Le carte di credito sono ormai uno strumento sempre più usato, anche da chi usa comprare prodotti e pagare servizi sul web. La comodità di acquistare dalla propria abitazione senza doversi muovere ed eliminando seccature come la ricerca di un parcheggio che spesso non si trova, o l'attesa per un mezzo pubblico che ritarda, è ormai considerata un privilegio da un numero sempre maggiore di consumatori, anche in Italia. I vantaggi offerti dall'uso della carta di credito, hanno però un possibile contrappasso, quello relativo alla possibilità che i dati della carta ci vengano carpiti o che la stessa venga clonata, dando vita ad una successiva frode. A questa possibilità, che per molte persone si è già concretizzata sotto forma di un incubo dal quale risulta anche complicato uscire, si è aggiunta negli ultimi tempi quella riguardante le sempre più numerose violazioni della privacy, con l'identificazione dei nostri dati sensibili e un loro utilizzo improprio. Una possibilità consentita in particolare dalla vulnerabilità che caratterizza le carte di credito nel corso del loro uso quotidiano, cui del resto si sta cercando di porre riparo, proprio in considerazione della sempre maggiore importanza data dai consumatori alla privacy, come dimostra del resto la recente vicenda che ha caratterizzato la comparsa della notifica riguardante la lettura dei messaggi inviati sulla nota chat WhatsApp.
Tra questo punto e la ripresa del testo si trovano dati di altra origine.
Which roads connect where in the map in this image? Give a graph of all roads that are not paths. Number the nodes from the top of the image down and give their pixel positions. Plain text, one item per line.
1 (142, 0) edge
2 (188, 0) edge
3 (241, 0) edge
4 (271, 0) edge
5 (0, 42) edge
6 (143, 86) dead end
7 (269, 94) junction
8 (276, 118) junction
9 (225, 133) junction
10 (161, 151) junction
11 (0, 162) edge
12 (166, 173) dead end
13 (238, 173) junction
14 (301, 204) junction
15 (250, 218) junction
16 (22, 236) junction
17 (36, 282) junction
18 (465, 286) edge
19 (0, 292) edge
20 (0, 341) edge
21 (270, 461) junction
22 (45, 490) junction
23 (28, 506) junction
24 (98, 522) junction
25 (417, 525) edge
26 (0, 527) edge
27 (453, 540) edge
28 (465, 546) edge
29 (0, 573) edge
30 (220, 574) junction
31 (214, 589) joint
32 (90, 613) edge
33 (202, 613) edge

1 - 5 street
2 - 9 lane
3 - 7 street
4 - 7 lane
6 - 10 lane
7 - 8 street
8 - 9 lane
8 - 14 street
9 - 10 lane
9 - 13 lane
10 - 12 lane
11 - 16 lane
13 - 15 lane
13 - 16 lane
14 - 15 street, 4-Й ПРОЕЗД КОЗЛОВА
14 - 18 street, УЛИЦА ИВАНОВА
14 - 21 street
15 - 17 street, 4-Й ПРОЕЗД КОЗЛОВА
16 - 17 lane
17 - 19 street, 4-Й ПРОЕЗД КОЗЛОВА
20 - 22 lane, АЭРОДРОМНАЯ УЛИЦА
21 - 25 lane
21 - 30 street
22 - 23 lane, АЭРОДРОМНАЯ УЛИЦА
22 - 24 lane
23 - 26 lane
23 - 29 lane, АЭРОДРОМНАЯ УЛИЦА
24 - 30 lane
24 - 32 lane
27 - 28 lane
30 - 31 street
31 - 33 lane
(L'uso della carta di credito mette a rischio la privacy)
A portare all'attenzione dell'opinione pubblica il problema, è stato soprattutto un recente studio del MIT (Massachusetts Institute of Technology) pubblicato sulla rivista Science da Yves-Alexandre de Montjoye. Un team di ricercatori del MIT ha infatti eseguito una dimostrazione che ha dato luogo ad un risultato assolutamente univoco e abbastanza preoccupante: bastano infatti appena quattro transazioni elettroniche con una carta di credito per rendere possibile identificare il suo utilizzatore tra 1,1 milione di persone. Se poi si conoscono i prezzi, basterebbero tre soli acquisti.
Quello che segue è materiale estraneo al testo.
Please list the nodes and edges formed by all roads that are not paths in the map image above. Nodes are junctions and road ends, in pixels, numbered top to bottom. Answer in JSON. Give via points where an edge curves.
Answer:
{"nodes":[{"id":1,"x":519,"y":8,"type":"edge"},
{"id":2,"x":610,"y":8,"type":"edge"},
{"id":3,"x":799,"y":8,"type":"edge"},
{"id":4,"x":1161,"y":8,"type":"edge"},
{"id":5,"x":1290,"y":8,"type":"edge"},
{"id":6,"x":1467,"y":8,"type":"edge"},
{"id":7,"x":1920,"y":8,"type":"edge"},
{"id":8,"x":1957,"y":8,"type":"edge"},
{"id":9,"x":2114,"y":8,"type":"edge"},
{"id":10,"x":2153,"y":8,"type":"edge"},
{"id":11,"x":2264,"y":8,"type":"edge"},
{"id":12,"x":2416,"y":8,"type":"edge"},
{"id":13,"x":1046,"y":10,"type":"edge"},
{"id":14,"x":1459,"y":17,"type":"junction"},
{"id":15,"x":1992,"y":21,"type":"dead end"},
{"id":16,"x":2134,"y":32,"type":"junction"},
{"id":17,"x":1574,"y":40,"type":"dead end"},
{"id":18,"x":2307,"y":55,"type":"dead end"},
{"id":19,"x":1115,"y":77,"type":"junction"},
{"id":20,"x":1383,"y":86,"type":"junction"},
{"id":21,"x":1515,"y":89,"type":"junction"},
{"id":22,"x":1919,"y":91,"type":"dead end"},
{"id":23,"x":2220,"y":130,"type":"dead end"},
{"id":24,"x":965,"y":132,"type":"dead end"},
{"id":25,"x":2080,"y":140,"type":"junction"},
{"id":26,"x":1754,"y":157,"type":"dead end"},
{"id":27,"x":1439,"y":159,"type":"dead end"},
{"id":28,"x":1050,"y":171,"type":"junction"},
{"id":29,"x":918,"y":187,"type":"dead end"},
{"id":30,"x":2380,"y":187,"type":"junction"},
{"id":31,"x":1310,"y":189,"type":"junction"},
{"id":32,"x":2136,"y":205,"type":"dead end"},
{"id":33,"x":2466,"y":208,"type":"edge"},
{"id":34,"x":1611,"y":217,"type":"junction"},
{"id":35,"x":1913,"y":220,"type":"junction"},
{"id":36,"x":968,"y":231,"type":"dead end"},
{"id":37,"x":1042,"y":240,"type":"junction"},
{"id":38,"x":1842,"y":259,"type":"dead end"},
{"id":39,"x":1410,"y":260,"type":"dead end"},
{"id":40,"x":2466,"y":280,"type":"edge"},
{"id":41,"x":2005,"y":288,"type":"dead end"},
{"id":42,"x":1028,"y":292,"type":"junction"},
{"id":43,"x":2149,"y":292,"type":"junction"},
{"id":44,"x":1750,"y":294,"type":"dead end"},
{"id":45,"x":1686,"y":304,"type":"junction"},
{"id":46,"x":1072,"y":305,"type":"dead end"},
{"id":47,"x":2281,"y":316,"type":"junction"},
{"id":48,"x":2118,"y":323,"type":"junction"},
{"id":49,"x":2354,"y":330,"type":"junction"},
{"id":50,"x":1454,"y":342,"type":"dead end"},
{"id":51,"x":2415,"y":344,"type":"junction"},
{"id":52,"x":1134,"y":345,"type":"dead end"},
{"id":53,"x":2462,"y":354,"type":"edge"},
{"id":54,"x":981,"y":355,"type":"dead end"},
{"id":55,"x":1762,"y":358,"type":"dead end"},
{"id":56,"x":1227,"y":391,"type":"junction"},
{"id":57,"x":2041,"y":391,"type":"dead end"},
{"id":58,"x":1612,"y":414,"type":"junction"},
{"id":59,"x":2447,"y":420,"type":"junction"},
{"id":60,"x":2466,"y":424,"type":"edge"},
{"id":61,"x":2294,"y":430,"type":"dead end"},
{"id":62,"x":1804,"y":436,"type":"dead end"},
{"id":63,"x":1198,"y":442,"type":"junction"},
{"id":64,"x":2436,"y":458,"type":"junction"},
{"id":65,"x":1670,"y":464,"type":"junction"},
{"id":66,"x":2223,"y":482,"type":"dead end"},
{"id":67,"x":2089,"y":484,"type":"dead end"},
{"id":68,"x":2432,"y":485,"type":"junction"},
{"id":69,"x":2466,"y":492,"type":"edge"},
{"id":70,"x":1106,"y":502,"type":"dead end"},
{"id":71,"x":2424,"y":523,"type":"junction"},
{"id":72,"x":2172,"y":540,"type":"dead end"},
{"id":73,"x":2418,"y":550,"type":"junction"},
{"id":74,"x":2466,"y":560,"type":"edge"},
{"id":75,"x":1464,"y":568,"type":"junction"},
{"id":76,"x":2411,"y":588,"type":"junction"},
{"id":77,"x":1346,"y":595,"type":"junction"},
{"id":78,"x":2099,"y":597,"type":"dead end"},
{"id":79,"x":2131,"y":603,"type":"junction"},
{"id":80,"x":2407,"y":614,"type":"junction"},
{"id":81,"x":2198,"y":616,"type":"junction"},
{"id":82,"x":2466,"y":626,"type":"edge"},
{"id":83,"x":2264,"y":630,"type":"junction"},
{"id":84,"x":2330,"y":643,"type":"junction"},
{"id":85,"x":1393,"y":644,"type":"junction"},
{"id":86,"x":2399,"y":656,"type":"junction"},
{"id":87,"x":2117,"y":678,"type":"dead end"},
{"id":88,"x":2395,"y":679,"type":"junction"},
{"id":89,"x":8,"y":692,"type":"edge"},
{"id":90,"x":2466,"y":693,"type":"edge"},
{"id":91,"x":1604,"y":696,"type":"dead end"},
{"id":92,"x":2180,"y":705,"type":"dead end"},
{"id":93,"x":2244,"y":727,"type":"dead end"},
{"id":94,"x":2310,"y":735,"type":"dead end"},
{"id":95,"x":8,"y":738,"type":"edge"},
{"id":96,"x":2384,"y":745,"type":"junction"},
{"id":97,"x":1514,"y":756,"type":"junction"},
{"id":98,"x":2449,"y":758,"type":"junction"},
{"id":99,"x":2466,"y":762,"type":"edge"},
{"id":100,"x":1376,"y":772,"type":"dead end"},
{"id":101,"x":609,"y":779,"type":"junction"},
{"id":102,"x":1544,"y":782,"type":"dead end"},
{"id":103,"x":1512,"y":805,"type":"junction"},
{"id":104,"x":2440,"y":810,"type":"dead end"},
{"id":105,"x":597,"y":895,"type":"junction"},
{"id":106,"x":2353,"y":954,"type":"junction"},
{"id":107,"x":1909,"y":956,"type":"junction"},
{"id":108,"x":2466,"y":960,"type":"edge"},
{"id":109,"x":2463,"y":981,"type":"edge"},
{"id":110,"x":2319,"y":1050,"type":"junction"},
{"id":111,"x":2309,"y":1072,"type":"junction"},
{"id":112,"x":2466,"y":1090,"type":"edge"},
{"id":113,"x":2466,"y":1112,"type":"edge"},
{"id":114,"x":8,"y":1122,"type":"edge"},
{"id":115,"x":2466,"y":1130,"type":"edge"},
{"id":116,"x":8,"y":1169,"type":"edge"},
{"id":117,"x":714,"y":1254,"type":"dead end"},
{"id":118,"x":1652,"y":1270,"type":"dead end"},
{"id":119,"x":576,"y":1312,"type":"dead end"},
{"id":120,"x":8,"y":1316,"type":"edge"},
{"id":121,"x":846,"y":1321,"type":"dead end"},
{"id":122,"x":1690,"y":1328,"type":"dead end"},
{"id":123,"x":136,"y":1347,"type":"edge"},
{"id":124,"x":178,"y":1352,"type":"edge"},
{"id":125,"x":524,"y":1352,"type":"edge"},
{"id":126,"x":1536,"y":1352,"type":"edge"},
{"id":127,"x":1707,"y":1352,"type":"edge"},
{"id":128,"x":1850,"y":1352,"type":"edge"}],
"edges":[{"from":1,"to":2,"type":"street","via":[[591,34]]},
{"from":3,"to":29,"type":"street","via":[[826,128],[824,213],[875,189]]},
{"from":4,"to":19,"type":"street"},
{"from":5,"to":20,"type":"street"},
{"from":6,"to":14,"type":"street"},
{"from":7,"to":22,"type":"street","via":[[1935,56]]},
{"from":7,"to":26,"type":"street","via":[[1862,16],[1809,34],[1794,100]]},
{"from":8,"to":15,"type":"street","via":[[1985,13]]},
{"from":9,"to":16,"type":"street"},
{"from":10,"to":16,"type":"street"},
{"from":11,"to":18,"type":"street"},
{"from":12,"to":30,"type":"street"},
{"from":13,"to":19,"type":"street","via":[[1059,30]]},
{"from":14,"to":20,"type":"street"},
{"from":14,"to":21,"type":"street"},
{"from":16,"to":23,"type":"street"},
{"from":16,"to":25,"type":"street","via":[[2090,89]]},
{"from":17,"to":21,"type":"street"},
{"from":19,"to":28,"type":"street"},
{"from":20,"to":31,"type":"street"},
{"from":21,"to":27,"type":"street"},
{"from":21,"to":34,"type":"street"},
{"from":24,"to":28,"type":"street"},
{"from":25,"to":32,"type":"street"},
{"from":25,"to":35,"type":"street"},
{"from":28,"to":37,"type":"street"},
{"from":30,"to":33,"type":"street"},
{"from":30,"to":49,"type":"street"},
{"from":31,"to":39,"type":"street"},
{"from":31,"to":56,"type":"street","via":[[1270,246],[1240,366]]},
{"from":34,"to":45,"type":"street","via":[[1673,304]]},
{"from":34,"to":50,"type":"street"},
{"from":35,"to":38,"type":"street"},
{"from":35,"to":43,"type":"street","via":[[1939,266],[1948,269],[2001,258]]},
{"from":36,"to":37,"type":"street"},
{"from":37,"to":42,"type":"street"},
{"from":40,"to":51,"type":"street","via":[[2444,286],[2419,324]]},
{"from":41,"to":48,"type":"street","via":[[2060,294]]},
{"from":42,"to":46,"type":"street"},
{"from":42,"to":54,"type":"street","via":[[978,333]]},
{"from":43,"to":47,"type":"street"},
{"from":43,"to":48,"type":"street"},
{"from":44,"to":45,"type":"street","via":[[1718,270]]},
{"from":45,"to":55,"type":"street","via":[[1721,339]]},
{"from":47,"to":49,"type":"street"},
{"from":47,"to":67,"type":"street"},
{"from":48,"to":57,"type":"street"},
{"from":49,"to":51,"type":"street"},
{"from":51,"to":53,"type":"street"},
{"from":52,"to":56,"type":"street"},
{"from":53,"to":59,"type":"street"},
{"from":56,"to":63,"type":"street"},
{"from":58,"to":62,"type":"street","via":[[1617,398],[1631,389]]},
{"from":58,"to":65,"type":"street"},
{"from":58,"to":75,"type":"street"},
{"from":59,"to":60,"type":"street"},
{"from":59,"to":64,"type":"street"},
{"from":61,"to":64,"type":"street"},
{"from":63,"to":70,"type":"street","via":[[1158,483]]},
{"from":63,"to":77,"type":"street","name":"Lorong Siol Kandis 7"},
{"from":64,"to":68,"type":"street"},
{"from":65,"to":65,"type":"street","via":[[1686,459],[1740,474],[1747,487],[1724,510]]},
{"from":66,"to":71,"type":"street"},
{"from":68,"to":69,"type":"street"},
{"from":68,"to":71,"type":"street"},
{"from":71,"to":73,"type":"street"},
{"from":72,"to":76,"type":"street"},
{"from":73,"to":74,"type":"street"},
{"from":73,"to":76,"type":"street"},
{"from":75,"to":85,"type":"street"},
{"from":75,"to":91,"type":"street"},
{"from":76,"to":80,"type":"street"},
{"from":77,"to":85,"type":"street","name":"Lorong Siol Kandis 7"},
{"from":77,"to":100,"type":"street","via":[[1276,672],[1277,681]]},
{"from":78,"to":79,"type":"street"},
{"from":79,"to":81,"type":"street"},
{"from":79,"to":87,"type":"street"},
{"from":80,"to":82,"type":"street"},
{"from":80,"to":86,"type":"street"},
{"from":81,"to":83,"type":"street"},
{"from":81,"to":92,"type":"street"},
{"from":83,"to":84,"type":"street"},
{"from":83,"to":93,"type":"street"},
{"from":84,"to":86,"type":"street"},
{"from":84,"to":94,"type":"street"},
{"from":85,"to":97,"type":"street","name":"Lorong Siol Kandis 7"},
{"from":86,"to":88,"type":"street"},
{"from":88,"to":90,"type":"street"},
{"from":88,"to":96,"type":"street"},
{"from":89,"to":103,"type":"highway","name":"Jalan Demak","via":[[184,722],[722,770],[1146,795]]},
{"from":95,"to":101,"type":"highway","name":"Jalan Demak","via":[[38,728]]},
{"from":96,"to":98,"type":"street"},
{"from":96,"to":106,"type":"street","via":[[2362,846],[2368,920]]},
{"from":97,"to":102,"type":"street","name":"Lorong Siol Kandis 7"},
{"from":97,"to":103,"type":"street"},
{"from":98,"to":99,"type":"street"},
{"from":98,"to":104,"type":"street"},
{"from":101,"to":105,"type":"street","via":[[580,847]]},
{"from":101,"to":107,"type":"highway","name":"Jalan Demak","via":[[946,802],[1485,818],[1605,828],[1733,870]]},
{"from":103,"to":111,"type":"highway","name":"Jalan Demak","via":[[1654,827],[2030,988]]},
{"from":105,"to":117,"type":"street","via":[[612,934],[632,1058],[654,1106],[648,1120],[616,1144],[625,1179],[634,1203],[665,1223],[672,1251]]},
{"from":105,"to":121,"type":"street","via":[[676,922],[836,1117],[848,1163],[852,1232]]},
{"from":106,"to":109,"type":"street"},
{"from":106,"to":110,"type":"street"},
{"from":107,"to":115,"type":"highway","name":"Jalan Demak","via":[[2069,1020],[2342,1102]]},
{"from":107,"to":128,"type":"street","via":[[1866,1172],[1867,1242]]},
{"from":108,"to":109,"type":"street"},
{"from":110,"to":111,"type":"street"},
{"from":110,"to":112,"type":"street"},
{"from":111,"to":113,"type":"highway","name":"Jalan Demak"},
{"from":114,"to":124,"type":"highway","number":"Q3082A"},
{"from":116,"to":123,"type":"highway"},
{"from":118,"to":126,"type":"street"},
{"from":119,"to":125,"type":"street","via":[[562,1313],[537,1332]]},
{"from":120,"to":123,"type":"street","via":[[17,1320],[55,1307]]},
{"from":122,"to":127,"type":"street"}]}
La dimostrazione è stata condotta utilizzando una banca dati in cui erano registrate tutte le operazioni finanziarie (soprattutto di pagamento) che erano state effettuate nell'arco di un trimestre da 1,1 milioni di persone che vivono in uno dei Paesi che compongono l'area OCSE. Una volta occultati per i ricercatori i dati in grado di far risalire direttamente la carta al suo titolare, ovvero il nome, il numero di conto corrente e altri analoghi, sono stati sufficienti i metadati per ricollegare carta e detentore. Un procedimento portato avanti con una sofisticata elaborazione statistica sfociato in un risultato abbastanza probante, con il 90% di identificazioni riuscite.
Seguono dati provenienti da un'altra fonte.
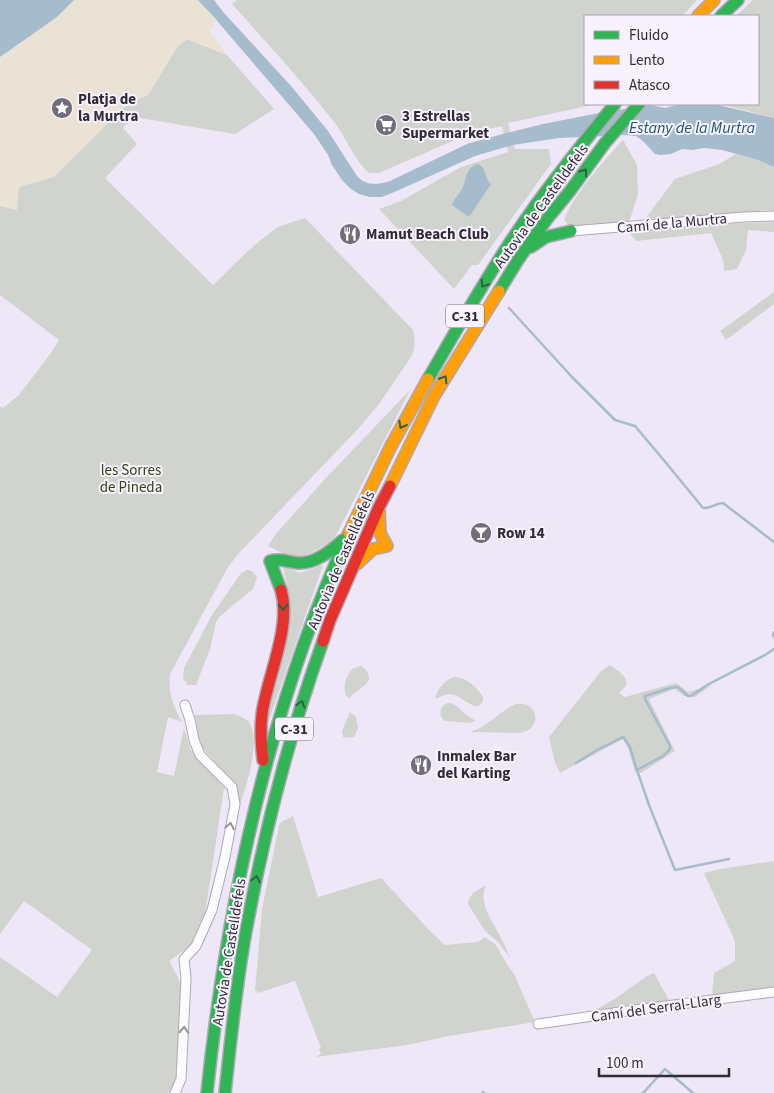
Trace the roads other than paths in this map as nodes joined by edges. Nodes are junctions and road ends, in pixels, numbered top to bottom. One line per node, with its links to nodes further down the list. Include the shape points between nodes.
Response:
1 (714, 0): 3 (highway)
2 (738, 0): 4 (highway)
3 (699, 15)
4 (722, 15)
5 (615, 105): 12 (highway, Autovia de Castelldefels / C-31, one-way to 12, via 534,207 504,251 394,439)
6 (637, 105): 7 (highway, Autovia de Castelldefels / C-31, one-way to 6)
7 (570, 192): 9 (highway, via 559,216 564,228); 10 (highway, Autovia de Castelldefels / C-31)
8 (774, 216): 9 (street, Camí de la Murtra)
9 (571, 231): 10 (highway, via 541,239)
10 (518, 260): 11 (highway, Autovia de Castelldefels / C-31, one-way to 10, via 434,396)
11 (379, 507): 13 (highway, Autovia de Castelldefels / C-31); 13 (highway, via 380,533 387,546 373,548)
12 (345, 539): 15 (highway, Autovia de Castelldefels / C-31, via 299,655); 15 (highway, one-way to 15, via 315,560 298,563 278,559 270,561 282,595 283,616 260,730)
13 (350, 572): 22 (highway, Autovia de Castelldefels / C-31, one-way to 13, via 246,932 276,791 306,688)
14 (185, 705): 19 (street, one-way to 14, via 181,1079 186,992 184,959 196,946 212,910 235,804 232,787 200,755)
15 (264, 770): 18 (highway, Autovia de Castelldefels / C-31, via 229,929)
16 (774, 992): 17 (street, Camí del Serral-Llarg)
17 (538, 1024)
18 (210, 1061): 20 (highway); 21 (highway, Autovia de Castelldefels / C-31)
19 (175, 1093)
20 (200, 1093)
21 (207, 1093)
22 (225, 1093)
Ad essere decisivi ai fini dell'identificazione sono stati in particolare tempo e localizzazione degli acquisti. Una volta proceduto alla identificazione del titolare della carta diventerebbe facile conoscere in seguito tutte le ulteriori transazioni da lui effettuate. Inoltre, sarebbe emersa la maggiore facilità nell'identificazione di una donna, derivante con ogni probabilità dalla maggiore abitudinarietà dei comportamenti. Proprio i soggetti più abitudinari, oltre a quelli di fascia sociale alta, sono quelli più soggetti ad una possibile identificazione.